Jakarta (25/11). Kemajuan teknologi ponsel mempermudah penyebaran ideologi yang bertentangan dengan nilai Pancasila, langsung menyentuh masyarakat Indonesia tanpa adanya penyaring atau kontrol yang memadai. Kondisi ini dianggap membahayakan keberlangsungan kehidupan berbangsa dan bernegara.
Wakil Ketua Komisi VIII DPR RI, Singgih Januratmoko, menyampaikan, “Bahaya radikalisme agama hingga individualisme bebas yang mengabaikan nilai moral bangsa kini dapat menjangkau setiap individu melalui ponsel yang semakin canggih.”
Pernyataan tersebut disampaikan dalam Sekolah Virtual Kebangsaan (SVK) yang digelar DPP LDII pada Sabtu (23/11).
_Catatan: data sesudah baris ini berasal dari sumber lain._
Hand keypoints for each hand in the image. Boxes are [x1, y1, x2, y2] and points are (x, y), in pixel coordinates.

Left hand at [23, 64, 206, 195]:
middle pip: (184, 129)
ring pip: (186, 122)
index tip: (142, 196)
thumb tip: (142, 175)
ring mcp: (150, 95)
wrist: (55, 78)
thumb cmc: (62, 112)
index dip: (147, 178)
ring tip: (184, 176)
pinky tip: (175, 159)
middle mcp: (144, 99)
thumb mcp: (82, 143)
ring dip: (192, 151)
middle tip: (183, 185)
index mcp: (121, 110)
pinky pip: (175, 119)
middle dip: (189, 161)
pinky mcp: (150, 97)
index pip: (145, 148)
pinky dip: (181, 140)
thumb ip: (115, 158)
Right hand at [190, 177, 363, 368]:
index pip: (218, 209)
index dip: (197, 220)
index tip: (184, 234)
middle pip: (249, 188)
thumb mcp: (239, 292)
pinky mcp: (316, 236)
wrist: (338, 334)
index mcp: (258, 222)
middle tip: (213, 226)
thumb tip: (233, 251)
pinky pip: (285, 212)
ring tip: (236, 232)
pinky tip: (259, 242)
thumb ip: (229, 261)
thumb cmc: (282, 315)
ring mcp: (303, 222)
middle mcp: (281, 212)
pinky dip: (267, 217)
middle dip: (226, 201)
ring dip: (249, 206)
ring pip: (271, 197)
Singgih mengingatkan bahwa era media sosial memberikan akses mudah bagi pengaruh budaya Barat dan ideologi radikal untuk menjangkau khalayak luas.
“Radikalisme agama, hedonisme, hingga konsumerisme kini dipromosikan secara masif melalui media sosial. Keluarga kita pun dapat menjadi target pengaruh buruk ini,” tegas Singgih kepada lebih dari 1.500 peserta SVK yang terdiri dari DPW dan DPD LDII dari 37 provinsi.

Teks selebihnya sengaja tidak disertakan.